What you should do: Identify all lines in the data containing the string "main". Copy them out.

Data in this exercise START

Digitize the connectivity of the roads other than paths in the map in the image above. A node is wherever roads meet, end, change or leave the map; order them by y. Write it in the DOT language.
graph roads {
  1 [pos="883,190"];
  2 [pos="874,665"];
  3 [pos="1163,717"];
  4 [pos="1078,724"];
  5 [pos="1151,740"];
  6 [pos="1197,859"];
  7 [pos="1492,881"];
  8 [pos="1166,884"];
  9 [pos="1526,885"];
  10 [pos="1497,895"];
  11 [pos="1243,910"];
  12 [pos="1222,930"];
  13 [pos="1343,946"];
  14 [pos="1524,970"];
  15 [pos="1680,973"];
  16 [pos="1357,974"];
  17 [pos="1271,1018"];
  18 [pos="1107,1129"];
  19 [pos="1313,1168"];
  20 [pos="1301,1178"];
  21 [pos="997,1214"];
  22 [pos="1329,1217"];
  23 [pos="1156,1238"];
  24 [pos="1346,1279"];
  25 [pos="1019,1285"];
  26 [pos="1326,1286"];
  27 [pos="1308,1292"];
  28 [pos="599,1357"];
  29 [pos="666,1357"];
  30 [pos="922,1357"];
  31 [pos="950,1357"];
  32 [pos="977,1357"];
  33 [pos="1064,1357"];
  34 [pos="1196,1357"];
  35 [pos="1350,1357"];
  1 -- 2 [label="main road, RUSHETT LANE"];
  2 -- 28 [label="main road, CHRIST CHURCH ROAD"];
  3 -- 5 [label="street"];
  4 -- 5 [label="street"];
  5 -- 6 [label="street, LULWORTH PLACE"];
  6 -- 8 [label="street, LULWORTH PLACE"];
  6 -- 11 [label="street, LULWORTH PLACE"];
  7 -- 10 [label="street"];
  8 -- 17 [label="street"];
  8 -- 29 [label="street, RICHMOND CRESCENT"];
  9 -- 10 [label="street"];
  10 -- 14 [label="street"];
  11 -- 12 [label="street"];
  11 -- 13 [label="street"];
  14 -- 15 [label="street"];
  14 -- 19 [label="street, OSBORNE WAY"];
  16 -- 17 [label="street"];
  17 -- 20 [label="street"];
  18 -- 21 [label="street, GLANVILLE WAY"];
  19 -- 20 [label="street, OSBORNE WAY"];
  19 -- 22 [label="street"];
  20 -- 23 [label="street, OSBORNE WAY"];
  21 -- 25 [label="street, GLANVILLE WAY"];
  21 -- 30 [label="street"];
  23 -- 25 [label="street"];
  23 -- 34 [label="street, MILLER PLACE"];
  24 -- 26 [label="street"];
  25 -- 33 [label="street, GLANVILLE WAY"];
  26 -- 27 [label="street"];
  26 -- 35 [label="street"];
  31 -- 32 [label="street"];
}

Data in this exercise END

The answer:
  1 -- 2 [label="main road, RUSHETT LANE"];
  2 -- 28 [label="main road, CHRIST CHURCH ROAD"];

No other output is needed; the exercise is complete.